**Required work**
Count each line below that has "lane" anywhere in it. Answer with the total alone.
[Opening Information supplied section]
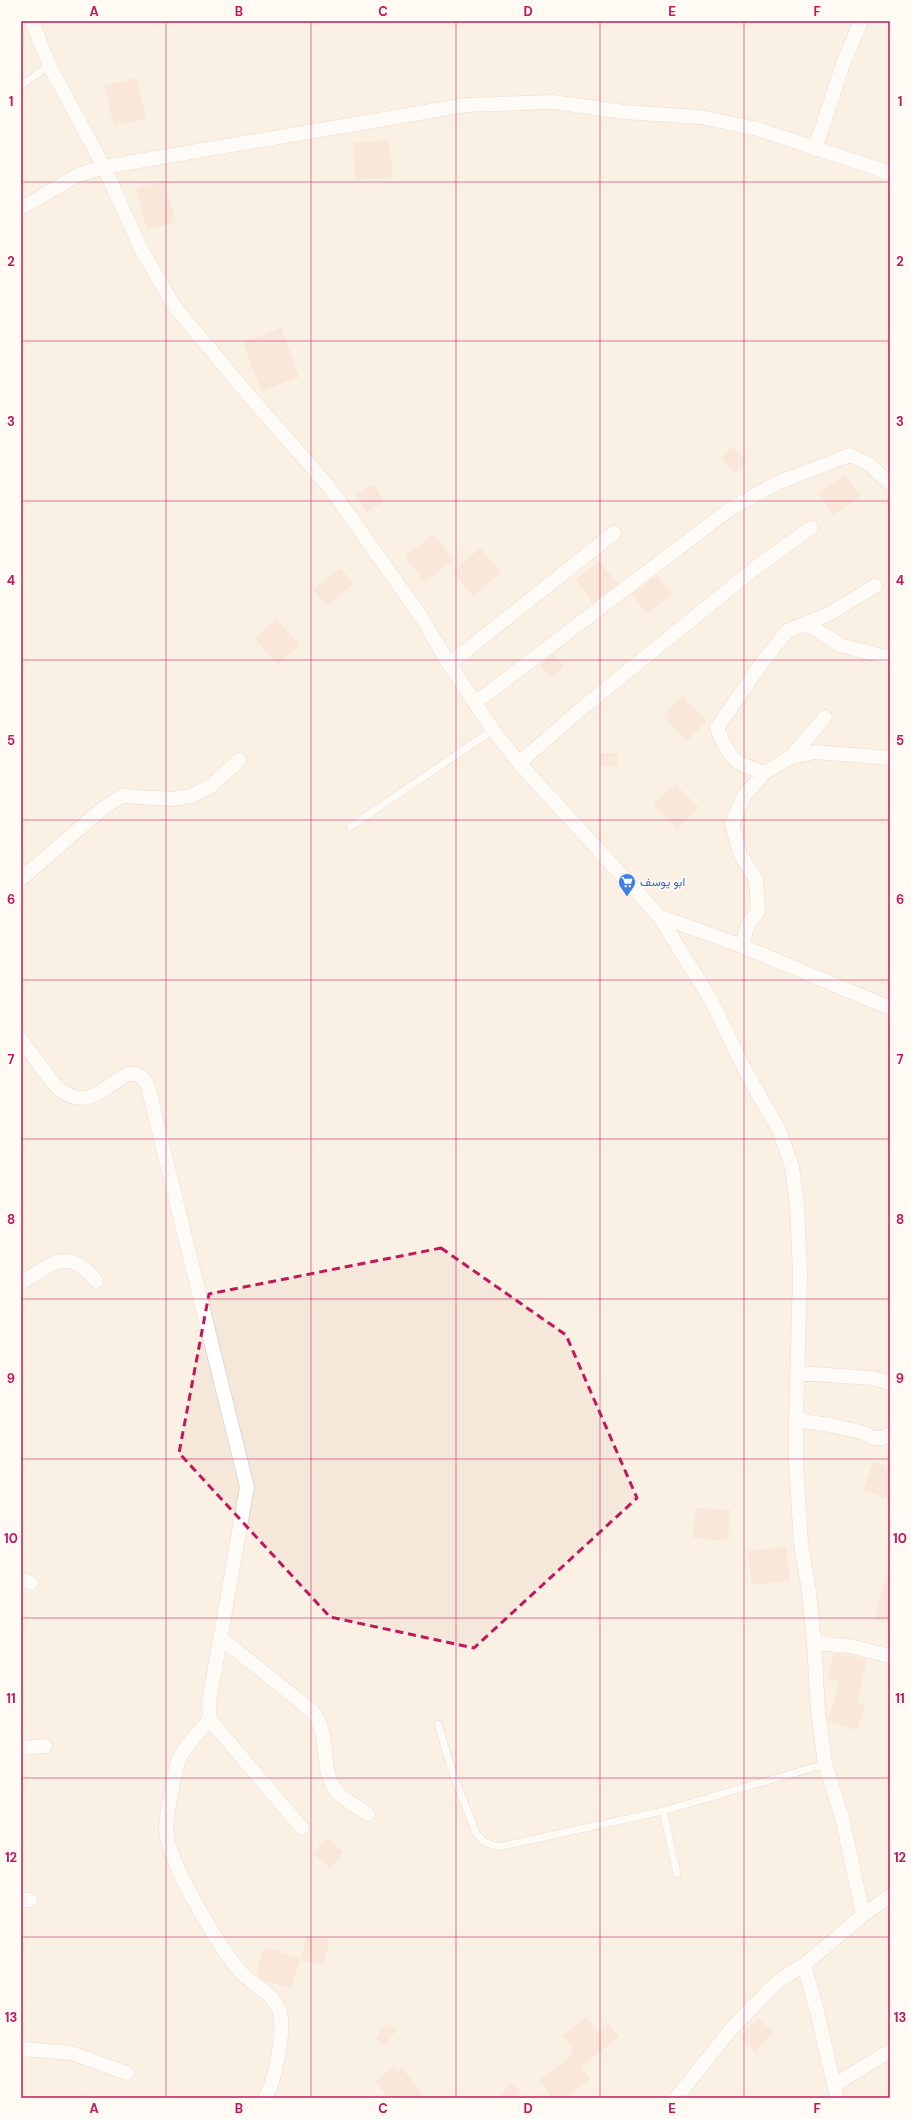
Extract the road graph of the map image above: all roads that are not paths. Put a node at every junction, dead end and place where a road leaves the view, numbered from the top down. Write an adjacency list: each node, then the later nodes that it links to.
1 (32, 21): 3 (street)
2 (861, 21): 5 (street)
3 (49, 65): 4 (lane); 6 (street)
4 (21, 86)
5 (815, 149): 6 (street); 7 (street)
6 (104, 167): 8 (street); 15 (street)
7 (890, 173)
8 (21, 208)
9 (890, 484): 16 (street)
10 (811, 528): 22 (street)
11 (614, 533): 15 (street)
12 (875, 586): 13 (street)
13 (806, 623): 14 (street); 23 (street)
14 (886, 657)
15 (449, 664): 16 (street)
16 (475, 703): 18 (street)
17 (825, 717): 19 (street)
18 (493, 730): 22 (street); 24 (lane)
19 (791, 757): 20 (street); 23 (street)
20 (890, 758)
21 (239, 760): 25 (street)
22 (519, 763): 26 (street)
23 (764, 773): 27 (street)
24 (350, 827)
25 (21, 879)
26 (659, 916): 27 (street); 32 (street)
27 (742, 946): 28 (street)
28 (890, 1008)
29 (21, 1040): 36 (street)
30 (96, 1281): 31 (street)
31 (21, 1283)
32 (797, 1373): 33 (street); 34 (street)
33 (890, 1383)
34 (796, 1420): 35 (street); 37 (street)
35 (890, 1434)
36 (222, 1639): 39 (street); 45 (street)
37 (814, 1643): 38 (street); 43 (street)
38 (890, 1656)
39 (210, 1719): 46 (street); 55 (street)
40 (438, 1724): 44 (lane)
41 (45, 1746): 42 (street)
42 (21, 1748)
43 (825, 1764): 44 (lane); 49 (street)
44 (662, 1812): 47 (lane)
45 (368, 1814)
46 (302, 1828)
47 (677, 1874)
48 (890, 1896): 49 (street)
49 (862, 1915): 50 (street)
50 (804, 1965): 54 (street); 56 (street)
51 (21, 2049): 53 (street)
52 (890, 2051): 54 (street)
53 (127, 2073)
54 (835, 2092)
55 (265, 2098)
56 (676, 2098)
[Closing Information supplied section]
**Expected output**
5